AirTran defies odds, soars

Carrier: Profits and steady service have helped the Florida-based airline distance itself from its predecessor, ValuJet.

November 10, 2002|By Paul Adams | Paul Adams,SUN STAFF

The clock starts ticking the minute an AirTran Airways plane touches down at Baltimore-Washington International Airport.

The low-fare airline's ground crew typically has 25 minutes to sweep the aisles, take on passengers, load luggage, fuel the plane and send it back down the runway for its next flight.

If that means pilot Randy Smith has to help toss bags into the cargo hold, so be it. Airplanes make money only when they're flying, and there's no room here for rigid work rules among the airline's unions.

"Some of the larger airlines can't be low-cost carriers because they simply have got a bureaucracy that won't allow them to be low-cost carriers," said Smith, taking a break from his preparations for a flight from BWI to Boston last week.

That focus on keeping costs low and productivity high has made AirTran Airways one of the few airlines in the nation to turn a quarterly profit since the terrorist attacks last year.

The company, which operates a hub out of Atlanta, earned $5.1 million in the second quarter of this year and $1.2 million in the third quarter as revenue increased by 22 percent. Analysts expect a profit for the year.

While major airlines have been busy parking planes and laying off thousands of employees, Orlando, Fla.-based AirTran continues to take delivery of new Boeing 717s and plans to expand by about 25 percent next year. It operates 398 flights a day to 40 destinations.

That means more low-fare flights are destined for BWI, where AirTran offers 24 daily departures and is on pace to become the second-biggest carrier behind low-fare leader Southwest Airlines. The airline is expected to expand its BWI operations to 35 or more flights a day in the next year.

"I think we can do more in Baltimore, but we also know who owns Baltimore, and it ain't us. It's [Southwest Chairman] Herb Kelleher," said Joe Leonard, AirTran's chairman and chief executive.

The only thing more remarkable than its continued growth is that the company is even around.

AirTran is the successor of ValuJet, the tragedy-scarred airline that few gave any chance of survival five years ago. The airline's name became synonymous with low quality and worse after oxygen generators caught fire in the cargo hold of Flight 592 in 1996, starting an intense blaze that doomed the plane within minutes of takeoff.
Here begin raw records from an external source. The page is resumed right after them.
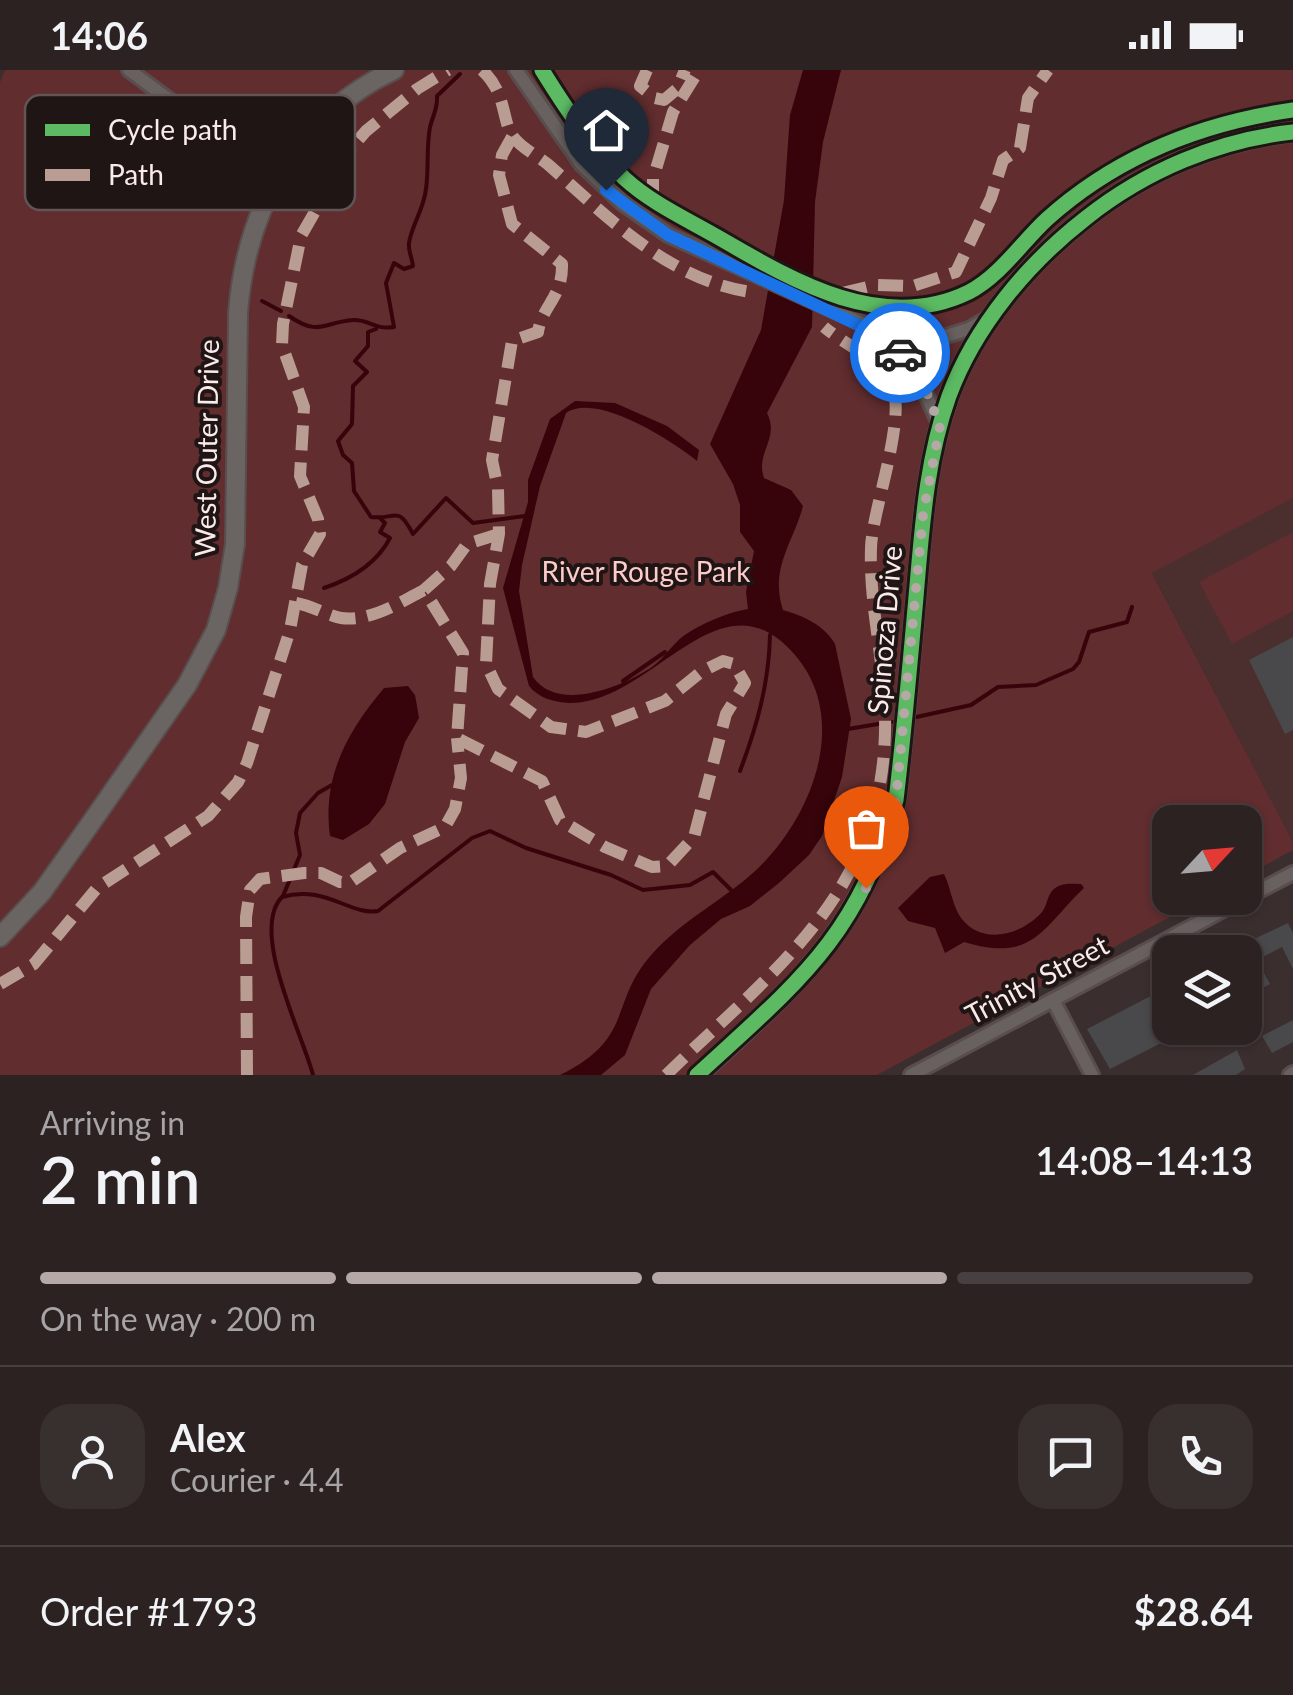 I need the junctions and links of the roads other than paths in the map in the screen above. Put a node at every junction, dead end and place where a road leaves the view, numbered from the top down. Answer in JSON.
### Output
{"nodes":[{"id":1,"x":129,"y":70,"type":"edge"},
{"id":2,"x":394,"y":70,"type":"edge"},
{"id":3,"x":516,"y":70,"type":"edge"},
{"id":4,"x":163,"y":95,"type":"edge"},
{"id":5,"x":355,"y":96,"type":"edge"},
{"id":6,"x":1293,"y":132,"type":"edge"},
{"id":7,"x":260,"y":210,"type":"edge"},
{"id":8,"x":998,"y":310,"type":"junction"},
{"id":9,"x":873,"y":332,"type":"junction"},
{"id":10,"x":940,"y":426,"type":"junction"},
{"id":11,"x":1293,"y":872,"type":"edge"},
{"id":12,"x":0,"y":937,"type":"edge"},
{"id":13,"x":1053,"y":1000,"type":"junction"},
{"id":14,"x":700,"y":1074,"type":"edge"},
{"id":15,"x":911,"y":1075,"type":"edge"},
{"id":16,"x":1092,"y":1075,"type":"edge"}],
"edges":[{"from":1,"to":4,"type":"street"},
{"from":2,"to":5,"type":"street","name":"West Outer Drive"},
{"from":3,"to":9,"type":"street"},
{"from":6,"to":8,"type":"street","name":"Spinoza Drive"},
{"from":7,"to":12,"type":"street","name":"West Outer Drive"},
{"from":8,"to":9,"type":"street"},
{"from":8,"to":10,"type":"street","name":"Spinoza Drive"},
{"from":9,"to":10,"type":"street"},
{"from":10,"to":14,"type":"street","name":"Spinoza Drive"},
{"from":11,"to":13,"type":"street","name":"Trinity Street"},
{"from":13,"to":15,"type":"street","name":"Trinity Street"},
{"from":13,"to":16,"type":"street"}]} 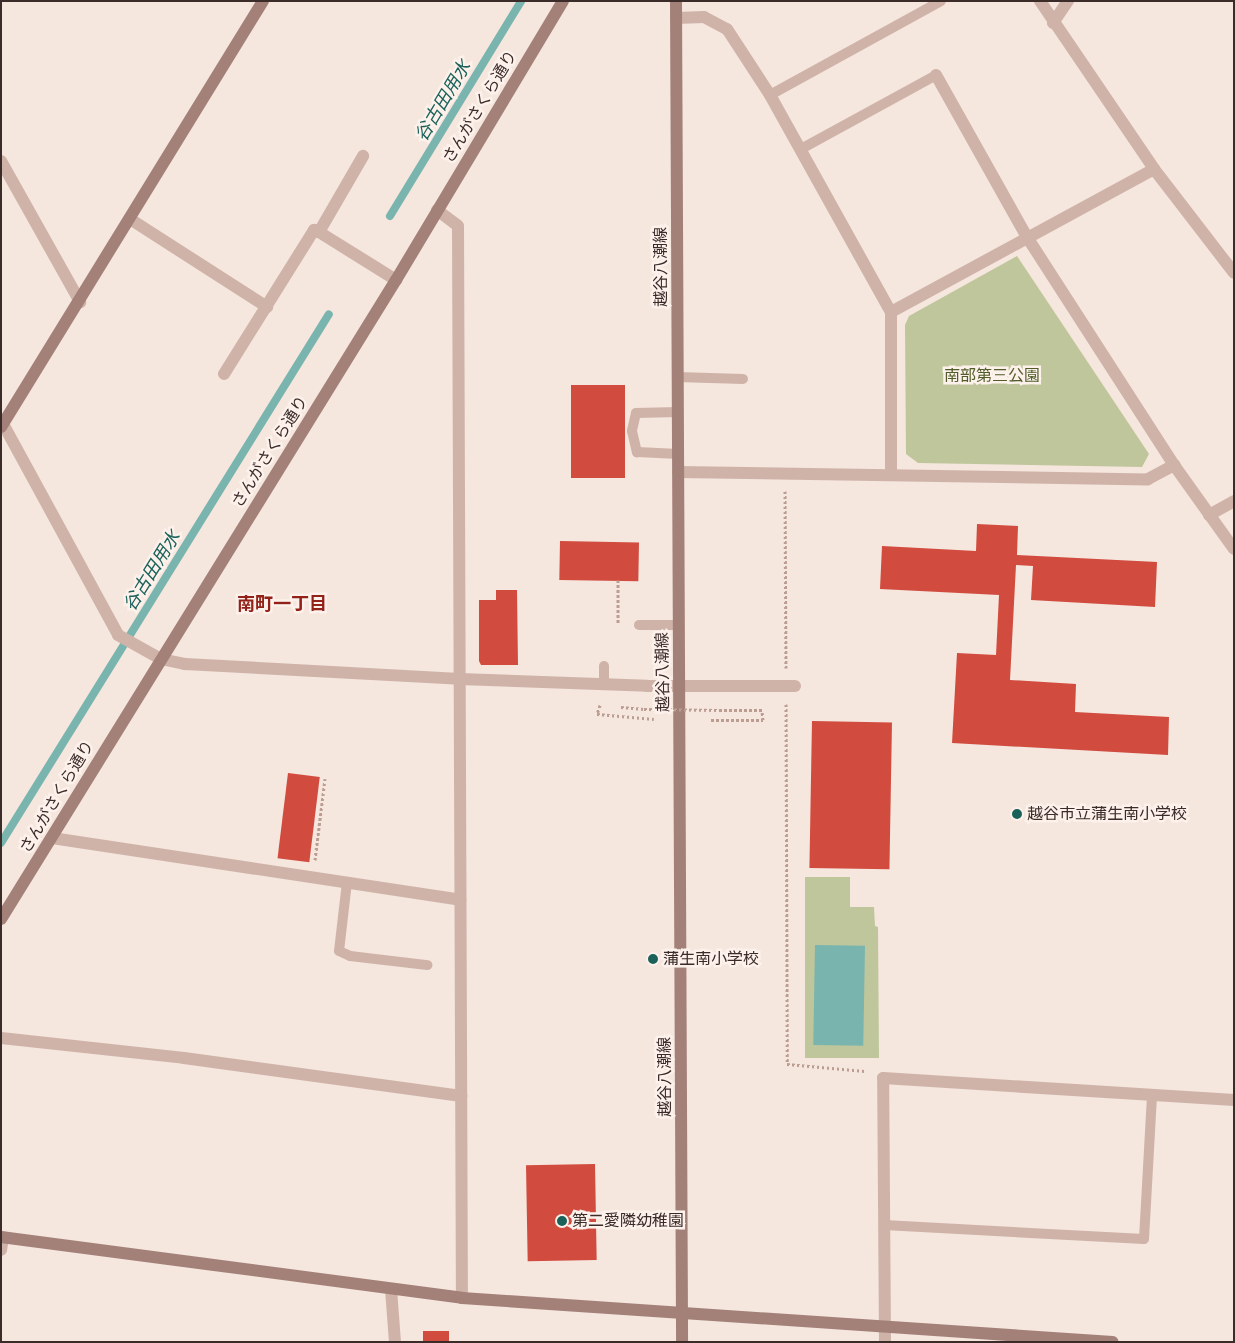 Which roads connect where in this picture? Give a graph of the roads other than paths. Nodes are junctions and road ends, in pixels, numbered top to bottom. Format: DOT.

Five crew members and 105 passengers perished in the Florida Everglades.

The disaster focused attention on the airline's aging fleet of DC-9s and raised questions about safety among small, start-up carriers.

The airline was shut down for three months after the crash, and passenger counts remained low after service was restored. Federal investigators placed most of the blame on a Miami maintenance contractor that improperly loaded the unmarked generators onto the flight.
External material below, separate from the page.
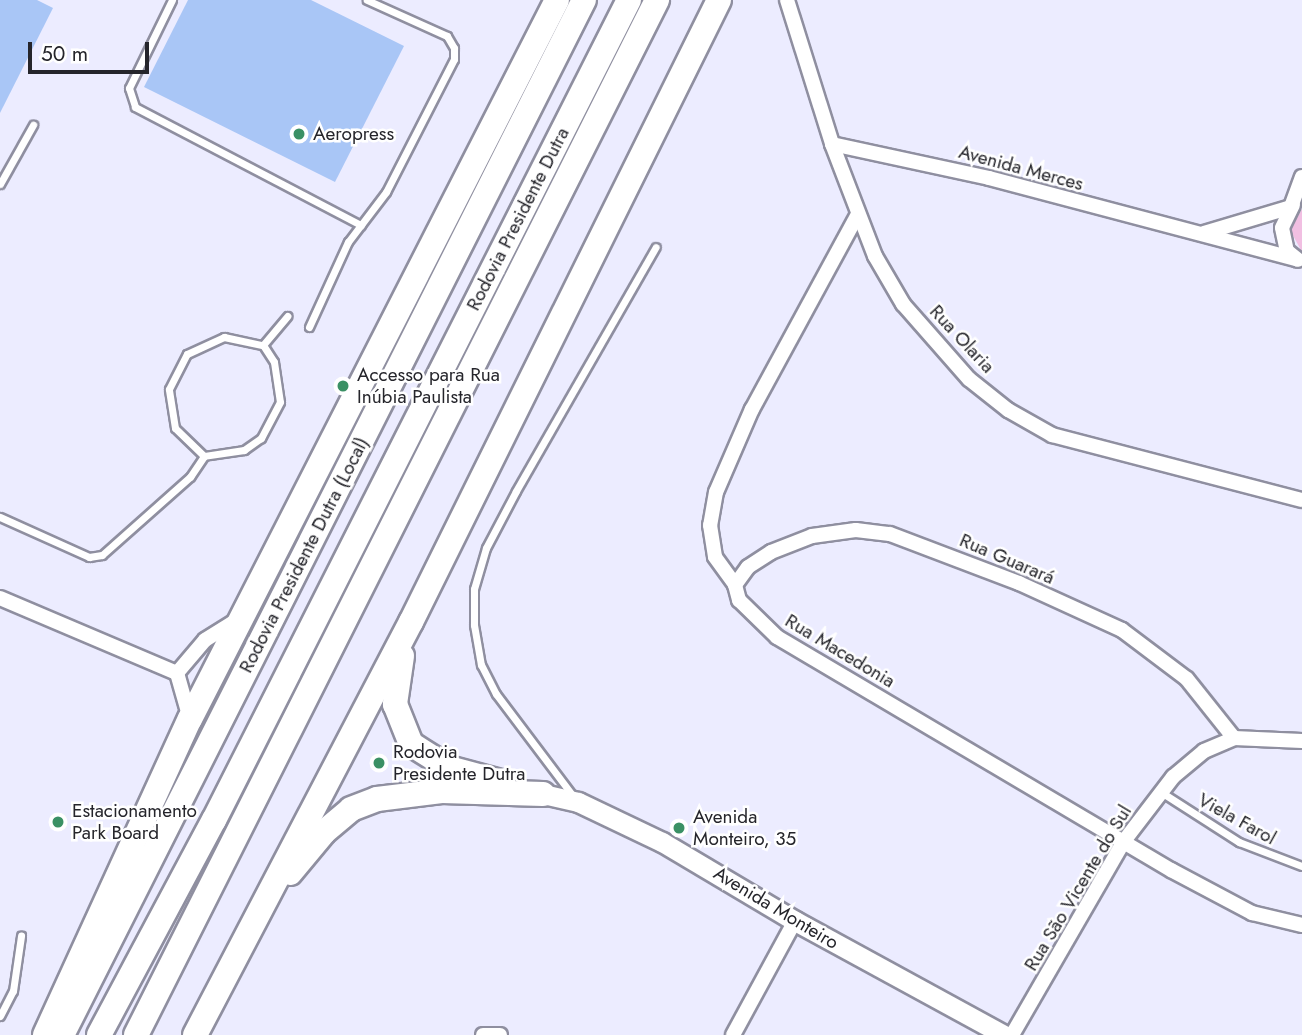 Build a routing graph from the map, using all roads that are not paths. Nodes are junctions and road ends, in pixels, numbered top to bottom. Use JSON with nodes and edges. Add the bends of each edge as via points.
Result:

In a bid to distance itself from the disaster, ValuJet bought AirTran - a smaller competitor with about a dozen planes - in 1997 and took its name.
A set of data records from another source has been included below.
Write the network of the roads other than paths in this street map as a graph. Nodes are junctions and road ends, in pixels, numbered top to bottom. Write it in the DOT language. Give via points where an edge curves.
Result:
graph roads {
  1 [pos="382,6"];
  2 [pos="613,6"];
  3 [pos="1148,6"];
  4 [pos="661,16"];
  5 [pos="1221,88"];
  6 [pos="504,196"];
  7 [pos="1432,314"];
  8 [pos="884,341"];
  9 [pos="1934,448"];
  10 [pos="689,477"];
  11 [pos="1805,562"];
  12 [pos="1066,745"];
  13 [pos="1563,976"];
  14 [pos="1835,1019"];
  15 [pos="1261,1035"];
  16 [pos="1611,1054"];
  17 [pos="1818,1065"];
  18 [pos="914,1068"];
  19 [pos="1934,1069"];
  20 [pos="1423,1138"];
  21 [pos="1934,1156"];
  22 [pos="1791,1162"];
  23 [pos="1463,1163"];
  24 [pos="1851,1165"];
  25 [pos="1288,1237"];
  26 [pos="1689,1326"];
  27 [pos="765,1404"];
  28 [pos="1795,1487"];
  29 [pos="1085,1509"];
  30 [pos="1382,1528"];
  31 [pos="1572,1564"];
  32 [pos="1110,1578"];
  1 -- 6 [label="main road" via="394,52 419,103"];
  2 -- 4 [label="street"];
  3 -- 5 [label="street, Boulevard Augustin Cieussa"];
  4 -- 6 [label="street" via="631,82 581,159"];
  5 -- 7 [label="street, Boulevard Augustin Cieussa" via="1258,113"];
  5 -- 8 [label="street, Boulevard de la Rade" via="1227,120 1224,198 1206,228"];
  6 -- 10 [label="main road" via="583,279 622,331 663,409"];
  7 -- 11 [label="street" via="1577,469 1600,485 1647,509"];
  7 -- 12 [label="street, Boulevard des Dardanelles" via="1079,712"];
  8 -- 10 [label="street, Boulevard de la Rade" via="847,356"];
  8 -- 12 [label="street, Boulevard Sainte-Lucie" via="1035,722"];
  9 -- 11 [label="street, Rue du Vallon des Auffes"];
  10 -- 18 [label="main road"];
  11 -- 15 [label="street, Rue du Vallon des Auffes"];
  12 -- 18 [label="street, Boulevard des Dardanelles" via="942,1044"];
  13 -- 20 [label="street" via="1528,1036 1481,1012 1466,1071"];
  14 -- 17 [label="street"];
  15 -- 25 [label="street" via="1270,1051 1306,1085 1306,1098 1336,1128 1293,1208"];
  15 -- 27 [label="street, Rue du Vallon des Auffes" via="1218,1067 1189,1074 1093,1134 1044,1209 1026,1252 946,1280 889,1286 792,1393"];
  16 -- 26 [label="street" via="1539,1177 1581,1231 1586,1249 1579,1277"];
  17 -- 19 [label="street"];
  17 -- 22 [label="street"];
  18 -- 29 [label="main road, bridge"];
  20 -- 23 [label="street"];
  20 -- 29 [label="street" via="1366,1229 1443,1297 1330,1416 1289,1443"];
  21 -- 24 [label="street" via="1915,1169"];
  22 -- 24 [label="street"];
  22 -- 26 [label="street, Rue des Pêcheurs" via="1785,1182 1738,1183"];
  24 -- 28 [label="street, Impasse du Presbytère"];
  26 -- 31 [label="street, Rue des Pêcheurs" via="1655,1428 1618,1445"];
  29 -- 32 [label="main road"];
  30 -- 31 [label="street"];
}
The money-losing airline limped along until 1999, when Leonard, a former Eastern Airlines executive, took the helm and began an austerity program aimed at restoring profitability.

"I mean, they were dead and gone," said Stuart Klaskin, an aviation consultant with Klaskin, Kushner and Co. in Miami. "Joe Leonard, through a combination of skill and force of personality, led this thing through the dark ages."

A member of the old school of airline management, the plain-spoken Leonard rallied employees around his plan for greater cost-control and safety. He started by emulating Southwest's simple fare structure and adopting a similar self-deprecating marketing strategy aimed at softening its image.

AirTran also came up with some innovations that set it apart from competitors. Unlike Southwest, AirTran has assigned seating and a business class, allowing passengers to upgrade to a roomier leather seat in the front of the plane for $25.

"While we were down and had everybody making fun of us, people became very, very resourceful because they really had to to survive," said Robert L. Fornaro, whom Leonard hired as president and chief operating officer in 1999 in a management shakeout. "It had a tendency to pull people together."

Road to recovery

Key to the recovery plan was forging a tighter relationship with Boeing Co., which helped finance the airline's purchase of 717s in exchange for an equity stake in the company. The last of AirTran's older DC-9s will be phased out next year, leaving it with nothing but 717s.

When the transition is complete, AirTran says, it will have the industry's youngest fleet.

"It was a very important piece of changing the image of the airline," said Fornaro, who lives in McLean, Va., and commutes by plane to company headquarters in Orlando every week. "It clearly disassociates ourselves with ValuJet."

Rick Pedra, AirTran's Baltimore maintenance manager, talks about the Boeing plane as if it were a high-performance minivan.